Sift the material for lines containing "tunnel", and return them.

*EXTRACTED ENTRIES*.
────────────────────────────────────────

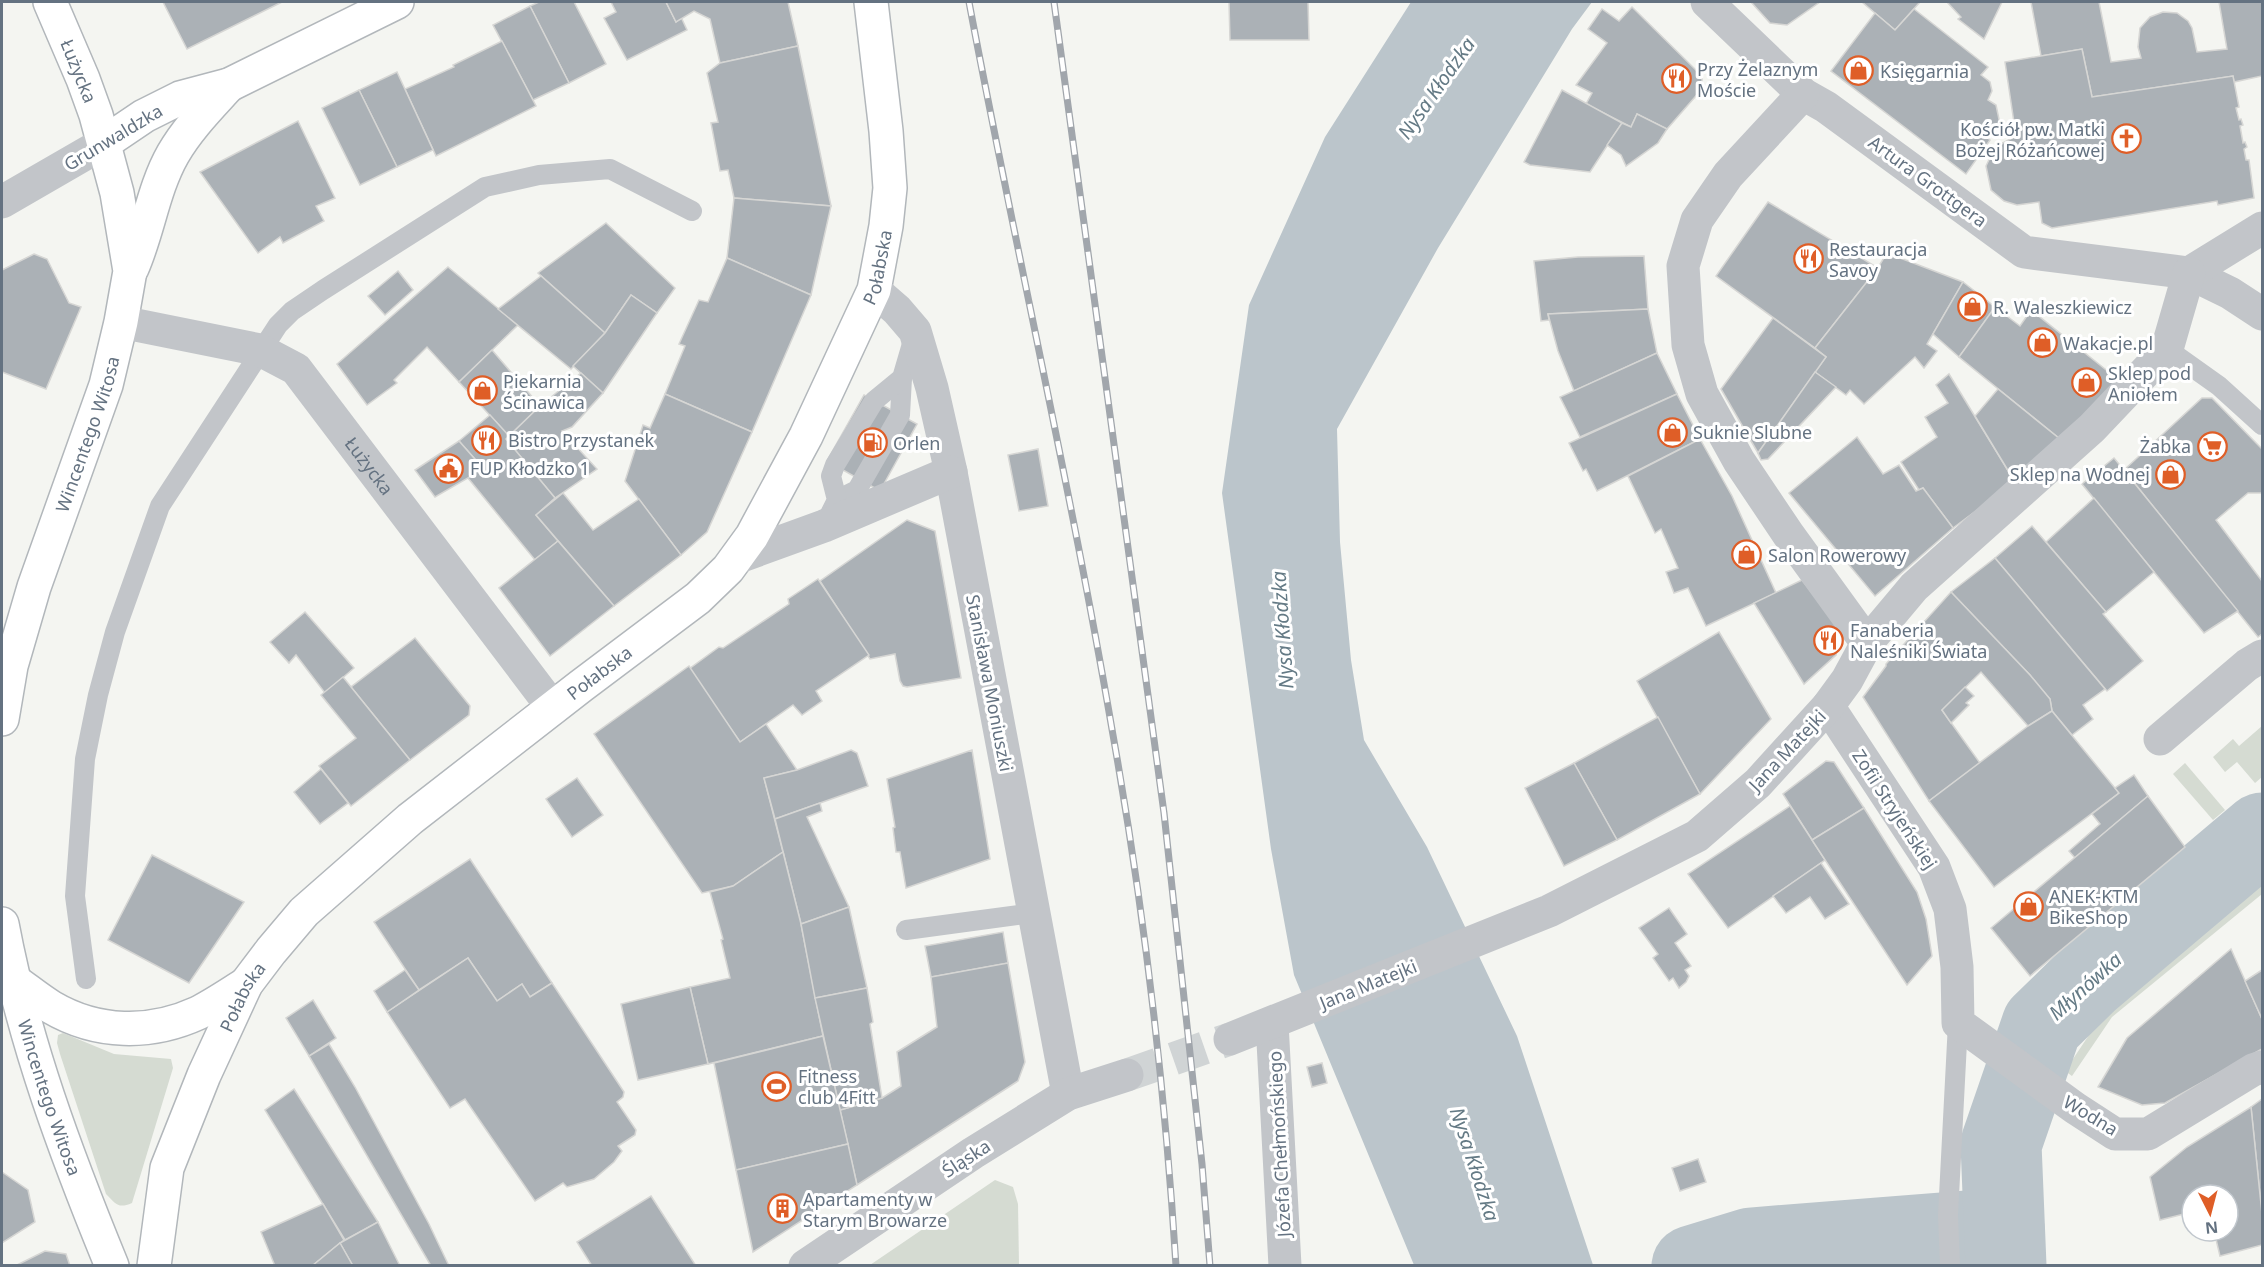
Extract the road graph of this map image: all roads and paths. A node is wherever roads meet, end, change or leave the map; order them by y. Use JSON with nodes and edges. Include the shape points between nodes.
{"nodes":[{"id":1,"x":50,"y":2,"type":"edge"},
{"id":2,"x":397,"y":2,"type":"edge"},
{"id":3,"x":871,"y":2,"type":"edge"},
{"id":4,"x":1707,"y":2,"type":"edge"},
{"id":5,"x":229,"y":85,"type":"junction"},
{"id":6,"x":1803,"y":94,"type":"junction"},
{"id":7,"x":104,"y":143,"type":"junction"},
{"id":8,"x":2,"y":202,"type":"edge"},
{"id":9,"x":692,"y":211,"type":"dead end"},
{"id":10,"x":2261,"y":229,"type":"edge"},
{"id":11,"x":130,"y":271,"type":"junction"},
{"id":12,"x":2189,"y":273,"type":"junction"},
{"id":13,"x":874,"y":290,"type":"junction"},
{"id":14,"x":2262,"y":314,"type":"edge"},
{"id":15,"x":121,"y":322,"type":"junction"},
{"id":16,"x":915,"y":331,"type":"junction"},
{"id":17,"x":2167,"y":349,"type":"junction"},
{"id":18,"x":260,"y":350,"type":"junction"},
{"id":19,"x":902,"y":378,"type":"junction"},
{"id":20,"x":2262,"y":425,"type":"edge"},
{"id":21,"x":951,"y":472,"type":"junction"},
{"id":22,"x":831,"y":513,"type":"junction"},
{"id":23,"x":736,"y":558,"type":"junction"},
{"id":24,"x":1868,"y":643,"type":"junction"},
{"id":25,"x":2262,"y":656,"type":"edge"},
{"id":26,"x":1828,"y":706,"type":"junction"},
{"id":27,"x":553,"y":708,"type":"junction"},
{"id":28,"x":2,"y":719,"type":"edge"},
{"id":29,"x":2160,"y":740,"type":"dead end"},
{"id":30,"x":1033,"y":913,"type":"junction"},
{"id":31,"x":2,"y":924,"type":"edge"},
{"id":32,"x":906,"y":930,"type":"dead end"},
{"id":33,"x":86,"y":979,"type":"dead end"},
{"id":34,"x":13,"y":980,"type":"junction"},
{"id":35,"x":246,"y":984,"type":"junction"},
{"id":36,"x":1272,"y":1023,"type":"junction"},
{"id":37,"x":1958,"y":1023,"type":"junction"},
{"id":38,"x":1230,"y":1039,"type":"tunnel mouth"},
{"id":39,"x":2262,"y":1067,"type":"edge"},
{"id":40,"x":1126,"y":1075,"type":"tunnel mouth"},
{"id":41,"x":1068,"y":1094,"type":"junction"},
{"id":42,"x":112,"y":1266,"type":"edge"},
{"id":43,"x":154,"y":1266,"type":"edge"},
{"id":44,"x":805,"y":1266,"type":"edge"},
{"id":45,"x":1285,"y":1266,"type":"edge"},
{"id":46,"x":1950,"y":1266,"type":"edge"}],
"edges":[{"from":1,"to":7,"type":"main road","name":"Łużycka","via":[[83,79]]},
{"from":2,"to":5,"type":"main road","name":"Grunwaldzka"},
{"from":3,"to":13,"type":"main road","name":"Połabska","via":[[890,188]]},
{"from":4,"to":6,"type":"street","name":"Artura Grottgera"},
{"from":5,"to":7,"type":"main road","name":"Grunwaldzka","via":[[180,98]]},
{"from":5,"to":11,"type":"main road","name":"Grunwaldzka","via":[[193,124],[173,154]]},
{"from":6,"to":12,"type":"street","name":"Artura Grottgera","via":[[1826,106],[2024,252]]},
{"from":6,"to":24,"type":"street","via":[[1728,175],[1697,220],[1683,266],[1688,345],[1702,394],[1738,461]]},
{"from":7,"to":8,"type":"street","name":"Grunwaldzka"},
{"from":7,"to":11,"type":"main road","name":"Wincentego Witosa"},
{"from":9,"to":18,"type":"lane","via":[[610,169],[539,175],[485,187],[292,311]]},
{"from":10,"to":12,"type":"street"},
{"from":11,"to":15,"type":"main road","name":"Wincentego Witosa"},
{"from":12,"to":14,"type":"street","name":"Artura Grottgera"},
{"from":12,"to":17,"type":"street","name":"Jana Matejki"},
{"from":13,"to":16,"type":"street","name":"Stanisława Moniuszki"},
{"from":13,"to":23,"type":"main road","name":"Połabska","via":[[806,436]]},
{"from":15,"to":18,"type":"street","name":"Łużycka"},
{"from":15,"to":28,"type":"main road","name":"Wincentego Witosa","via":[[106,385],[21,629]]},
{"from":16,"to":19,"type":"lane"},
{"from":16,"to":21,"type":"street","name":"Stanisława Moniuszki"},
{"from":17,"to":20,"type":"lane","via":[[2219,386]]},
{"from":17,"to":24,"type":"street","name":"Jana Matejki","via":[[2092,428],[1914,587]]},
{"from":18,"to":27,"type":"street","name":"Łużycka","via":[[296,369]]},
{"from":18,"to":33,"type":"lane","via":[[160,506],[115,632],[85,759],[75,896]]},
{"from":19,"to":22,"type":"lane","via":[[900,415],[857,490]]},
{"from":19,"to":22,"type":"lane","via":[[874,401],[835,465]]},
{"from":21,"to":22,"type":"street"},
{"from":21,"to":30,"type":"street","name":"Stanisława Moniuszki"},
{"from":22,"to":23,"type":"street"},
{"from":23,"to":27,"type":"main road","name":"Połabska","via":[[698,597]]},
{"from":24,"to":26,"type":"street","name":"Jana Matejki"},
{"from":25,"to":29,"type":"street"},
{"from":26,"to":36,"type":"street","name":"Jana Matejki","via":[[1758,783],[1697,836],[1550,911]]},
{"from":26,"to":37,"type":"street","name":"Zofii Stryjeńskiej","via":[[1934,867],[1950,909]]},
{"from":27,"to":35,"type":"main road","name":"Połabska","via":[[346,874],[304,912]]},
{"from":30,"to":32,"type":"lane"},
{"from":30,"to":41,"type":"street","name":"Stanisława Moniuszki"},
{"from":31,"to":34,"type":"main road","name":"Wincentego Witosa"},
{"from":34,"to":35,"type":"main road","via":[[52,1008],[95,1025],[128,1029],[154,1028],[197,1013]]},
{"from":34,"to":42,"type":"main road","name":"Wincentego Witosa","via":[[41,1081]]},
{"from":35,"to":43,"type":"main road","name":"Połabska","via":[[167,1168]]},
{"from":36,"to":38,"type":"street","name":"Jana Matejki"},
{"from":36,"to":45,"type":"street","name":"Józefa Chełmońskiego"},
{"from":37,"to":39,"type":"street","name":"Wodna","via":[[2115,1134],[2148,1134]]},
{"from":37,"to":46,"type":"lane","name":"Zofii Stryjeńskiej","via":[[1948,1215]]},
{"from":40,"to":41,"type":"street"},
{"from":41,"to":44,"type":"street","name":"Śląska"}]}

────────────────────────────────────────

*RESPONSE*.
{"id":38,"x":1230,"y":1039,"type":"tunnel mouth"},
{"id":40,"x":1126,"y":1075,"type":"tunnel mouth"},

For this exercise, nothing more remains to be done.